Pensare che lo stesso progetto che diede alla luce due capolavori come “Flowers Of Romance” prima e “Metal Box” poi, sia lo stesso genitore di questo doppio LP lascia più dubbi che certezze. Che il sempri-marcio John Lyndon abbia ripreso un’attività live indiscutibilmente di buon livello, in cui la propria eterna follia riesce a dare sfoggio espressionista di sé è fuori discussione. Che questa nuova opera abbia un motivo concettuale di esistere, invece sì.

“This Is PIL” è fuorviante sia dal titolo, dalla sua missione. Questi non sono i PIL di trenta e passa anni fa, ma non nel senso nostalgico e malinconico del termine. Questi non sono i PIL provocatori, sperimentali e distorti che hanno segnato lo scenario decadente e mutante del post punk e della wave.

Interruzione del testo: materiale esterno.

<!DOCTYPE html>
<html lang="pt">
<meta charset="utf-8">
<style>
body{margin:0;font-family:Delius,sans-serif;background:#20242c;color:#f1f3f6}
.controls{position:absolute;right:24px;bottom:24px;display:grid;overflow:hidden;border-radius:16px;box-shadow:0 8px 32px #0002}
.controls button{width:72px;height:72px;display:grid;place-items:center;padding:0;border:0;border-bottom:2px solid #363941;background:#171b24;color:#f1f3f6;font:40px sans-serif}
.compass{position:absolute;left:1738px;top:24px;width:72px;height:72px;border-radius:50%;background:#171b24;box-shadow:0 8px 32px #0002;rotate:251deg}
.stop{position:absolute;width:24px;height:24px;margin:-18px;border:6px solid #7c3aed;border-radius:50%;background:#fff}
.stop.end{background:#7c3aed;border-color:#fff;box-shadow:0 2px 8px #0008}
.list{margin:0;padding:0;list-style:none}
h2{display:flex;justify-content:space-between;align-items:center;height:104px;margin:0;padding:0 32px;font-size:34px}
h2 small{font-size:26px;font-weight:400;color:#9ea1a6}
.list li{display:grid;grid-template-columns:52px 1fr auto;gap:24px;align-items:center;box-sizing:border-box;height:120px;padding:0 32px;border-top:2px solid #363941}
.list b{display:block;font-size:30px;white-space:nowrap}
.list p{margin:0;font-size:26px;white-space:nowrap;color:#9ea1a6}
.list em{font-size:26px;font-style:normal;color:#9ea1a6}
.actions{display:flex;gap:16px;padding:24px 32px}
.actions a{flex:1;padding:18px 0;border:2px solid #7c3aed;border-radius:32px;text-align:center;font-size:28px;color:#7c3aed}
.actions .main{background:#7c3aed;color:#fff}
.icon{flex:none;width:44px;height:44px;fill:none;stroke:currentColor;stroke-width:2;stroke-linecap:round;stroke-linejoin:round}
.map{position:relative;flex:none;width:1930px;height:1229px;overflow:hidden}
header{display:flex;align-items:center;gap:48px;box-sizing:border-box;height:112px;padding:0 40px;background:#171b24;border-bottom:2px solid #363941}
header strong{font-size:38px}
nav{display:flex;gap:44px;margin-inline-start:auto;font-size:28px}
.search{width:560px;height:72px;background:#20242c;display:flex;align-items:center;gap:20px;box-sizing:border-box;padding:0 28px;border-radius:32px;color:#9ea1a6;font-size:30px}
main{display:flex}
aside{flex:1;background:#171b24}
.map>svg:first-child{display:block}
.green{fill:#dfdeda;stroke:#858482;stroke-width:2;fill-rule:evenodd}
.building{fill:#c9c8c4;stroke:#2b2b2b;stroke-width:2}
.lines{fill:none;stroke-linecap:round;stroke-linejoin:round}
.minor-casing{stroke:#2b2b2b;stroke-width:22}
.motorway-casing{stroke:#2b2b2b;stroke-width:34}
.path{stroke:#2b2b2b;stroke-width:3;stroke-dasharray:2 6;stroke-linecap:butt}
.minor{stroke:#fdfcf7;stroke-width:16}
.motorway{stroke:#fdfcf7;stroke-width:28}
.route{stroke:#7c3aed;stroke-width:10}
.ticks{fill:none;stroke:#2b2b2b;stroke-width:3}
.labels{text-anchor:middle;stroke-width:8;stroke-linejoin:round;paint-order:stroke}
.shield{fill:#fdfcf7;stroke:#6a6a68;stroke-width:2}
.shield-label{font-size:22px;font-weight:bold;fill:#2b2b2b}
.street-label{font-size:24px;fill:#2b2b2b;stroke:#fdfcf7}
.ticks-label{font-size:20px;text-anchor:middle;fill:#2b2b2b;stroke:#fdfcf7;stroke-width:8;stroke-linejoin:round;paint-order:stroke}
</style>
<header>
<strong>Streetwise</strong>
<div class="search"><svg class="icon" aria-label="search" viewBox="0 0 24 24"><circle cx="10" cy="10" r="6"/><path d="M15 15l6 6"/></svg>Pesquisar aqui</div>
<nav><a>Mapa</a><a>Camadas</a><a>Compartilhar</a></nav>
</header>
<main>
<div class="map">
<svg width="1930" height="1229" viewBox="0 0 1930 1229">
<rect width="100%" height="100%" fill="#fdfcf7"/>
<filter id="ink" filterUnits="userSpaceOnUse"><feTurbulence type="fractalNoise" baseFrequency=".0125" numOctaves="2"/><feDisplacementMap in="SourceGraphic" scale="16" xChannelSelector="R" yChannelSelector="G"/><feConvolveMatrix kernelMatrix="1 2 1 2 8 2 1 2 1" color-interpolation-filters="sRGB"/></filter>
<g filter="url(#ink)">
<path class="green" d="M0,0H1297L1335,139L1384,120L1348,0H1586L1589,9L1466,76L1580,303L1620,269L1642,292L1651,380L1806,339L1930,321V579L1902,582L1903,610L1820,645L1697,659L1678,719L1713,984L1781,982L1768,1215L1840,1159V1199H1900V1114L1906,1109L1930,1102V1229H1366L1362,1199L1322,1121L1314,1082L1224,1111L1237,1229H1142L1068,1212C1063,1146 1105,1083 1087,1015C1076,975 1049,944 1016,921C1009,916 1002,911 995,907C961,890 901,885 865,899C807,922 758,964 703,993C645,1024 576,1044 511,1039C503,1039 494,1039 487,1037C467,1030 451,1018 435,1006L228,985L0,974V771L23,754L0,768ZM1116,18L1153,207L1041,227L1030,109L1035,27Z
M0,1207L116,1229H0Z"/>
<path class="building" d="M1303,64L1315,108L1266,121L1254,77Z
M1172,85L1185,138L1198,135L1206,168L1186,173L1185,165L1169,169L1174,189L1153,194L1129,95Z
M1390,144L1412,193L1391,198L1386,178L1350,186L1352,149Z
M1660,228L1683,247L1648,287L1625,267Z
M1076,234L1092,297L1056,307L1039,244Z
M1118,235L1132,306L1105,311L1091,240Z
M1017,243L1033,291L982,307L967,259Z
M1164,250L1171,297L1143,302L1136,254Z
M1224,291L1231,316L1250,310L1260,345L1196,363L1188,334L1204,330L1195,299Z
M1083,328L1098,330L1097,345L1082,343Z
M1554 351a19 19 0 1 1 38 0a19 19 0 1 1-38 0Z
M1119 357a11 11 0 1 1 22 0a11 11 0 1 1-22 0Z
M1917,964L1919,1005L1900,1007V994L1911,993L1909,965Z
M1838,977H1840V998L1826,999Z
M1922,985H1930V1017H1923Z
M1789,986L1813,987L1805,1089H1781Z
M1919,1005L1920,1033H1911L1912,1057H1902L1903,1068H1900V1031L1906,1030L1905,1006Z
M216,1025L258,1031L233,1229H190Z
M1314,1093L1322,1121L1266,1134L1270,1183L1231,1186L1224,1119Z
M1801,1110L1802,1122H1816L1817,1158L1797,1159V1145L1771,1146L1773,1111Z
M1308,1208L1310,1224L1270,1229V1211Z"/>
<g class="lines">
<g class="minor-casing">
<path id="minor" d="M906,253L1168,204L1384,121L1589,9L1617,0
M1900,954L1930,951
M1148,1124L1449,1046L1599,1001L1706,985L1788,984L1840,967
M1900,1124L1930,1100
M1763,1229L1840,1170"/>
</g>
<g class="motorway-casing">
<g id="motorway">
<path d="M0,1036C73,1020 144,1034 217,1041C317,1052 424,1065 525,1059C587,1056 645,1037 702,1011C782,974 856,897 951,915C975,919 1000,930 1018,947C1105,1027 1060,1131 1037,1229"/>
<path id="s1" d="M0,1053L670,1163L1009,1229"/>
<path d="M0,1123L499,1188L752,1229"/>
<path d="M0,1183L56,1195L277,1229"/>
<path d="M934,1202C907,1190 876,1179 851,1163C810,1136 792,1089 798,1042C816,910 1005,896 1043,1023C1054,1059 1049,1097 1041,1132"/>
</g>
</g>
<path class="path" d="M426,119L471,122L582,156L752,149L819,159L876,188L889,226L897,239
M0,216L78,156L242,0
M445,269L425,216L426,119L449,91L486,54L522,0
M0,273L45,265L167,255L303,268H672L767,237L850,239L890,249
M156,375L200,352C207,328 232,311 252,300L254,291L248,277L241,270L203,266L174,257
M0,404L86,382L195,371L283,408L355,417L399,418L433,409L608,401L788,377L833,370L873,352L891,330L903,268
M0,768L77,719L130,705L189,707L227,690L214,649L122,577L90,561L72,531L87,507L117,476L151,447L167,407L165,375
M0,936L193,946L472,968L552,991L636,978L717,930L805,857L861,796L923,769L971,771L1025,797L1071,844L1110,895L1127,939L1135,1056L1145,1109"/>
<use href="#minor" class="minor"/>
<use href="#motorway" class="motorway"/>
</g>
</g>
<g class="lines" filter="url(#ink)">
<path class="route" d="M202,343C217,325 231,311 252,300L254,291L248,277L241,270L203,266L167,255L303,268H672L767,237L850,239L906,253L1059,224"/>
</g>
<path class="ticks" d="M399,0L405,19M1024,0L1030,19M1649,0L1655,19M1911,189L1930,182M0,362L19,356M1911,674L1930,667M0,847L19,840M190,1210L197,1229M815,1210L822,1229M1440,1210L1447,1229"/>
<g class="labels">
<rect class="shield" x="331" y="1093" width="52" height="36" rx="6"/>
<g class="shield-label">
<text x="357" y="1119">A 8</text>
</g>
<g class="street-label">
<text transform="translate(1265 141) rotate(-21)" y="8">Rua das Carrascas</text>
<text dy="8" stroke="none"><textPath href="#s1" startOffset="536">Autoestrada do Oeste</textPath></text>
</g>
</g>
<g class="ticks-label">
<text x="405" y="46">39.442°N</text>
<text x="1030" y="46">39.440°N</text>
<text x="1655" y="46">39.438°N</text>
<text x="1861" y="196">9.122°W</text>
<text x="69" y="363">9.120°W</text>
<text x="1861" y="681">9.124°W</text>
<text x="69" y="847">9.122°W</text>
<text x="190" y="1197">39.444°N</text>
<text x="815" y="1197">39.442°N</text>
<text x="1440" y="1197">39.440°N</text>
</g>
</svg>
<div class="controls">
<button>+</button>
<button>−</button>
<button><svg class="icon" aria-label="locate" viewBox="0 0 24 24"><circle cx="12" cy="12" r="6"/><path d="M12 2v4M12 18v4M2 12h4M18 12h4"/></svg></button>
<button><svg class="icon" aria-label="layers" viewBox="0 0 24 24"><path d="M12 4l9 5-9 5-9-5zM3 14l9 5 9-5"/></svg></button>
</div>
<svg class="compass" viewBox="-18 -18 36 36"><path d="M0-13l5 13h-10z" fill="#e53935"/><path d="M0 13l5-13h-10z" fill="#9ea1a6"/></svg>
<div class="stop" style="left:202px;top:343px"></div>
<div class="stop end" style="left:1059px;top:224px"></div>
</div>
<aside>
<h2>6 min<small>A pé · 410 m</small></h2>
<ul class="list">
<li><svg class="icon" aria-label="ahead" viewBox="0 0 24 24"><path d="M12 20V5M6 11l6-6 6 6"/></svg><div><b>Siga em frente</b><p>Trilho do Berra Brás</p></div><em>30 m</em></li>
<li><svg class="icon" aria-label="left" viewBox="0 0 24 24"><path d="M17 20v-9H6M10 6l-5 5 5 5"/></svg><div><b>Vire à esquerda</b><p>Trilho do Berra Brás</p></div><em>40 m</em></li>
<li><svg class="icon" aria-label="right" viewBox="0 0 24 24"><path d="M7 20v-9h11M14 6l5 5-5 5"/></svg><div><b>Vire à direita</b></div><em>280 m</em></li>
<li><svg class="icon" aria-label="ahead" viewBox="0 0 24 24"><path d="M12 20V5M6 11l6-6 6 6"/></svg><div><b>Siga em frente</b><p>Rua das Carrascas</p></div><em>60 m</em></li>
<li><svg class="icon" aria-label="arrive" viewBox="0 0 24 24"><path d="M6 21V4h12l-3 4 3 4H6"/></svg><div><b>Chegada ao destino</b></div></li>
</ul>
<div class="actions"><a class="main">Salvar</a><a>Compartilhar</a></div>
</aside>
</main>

I primi pezzi di apertura, ovvero la titletrack  “One Drop” (già uscita in 12″ per il Record Store Day) sono i sintomi perfetti di una tendenza radiofonica delle nuove canzoni in cui un’anomala linearità e omogeneità ammorbidiscono i latrati e invettive di Lyndon. Il reggae\dub che di tanto in tanto compare tra i solchi è ben altra cosa rispetto alle ipnotiche strutture drogate della mitica “Albatross”.

I ritornelli vengono più che abusati, come nella rintronante “Deeper Water”, e rovinano la degustazione di brani più riusciti come “Terra Gate” o “It is said that”. Gli esperimenti più vicini all’hip hop o a una forma pop tendono a ovattare il tutto dentro una curiosa massa informe di cui è difficile trovare elementi forti di personalità.

I PIL di oggi (ricordiamoci che Jah Wobble è assente) sono una live band che cerca un motivo artistico per esistere oltre al ricordo di una carriera epica. Nient’altro.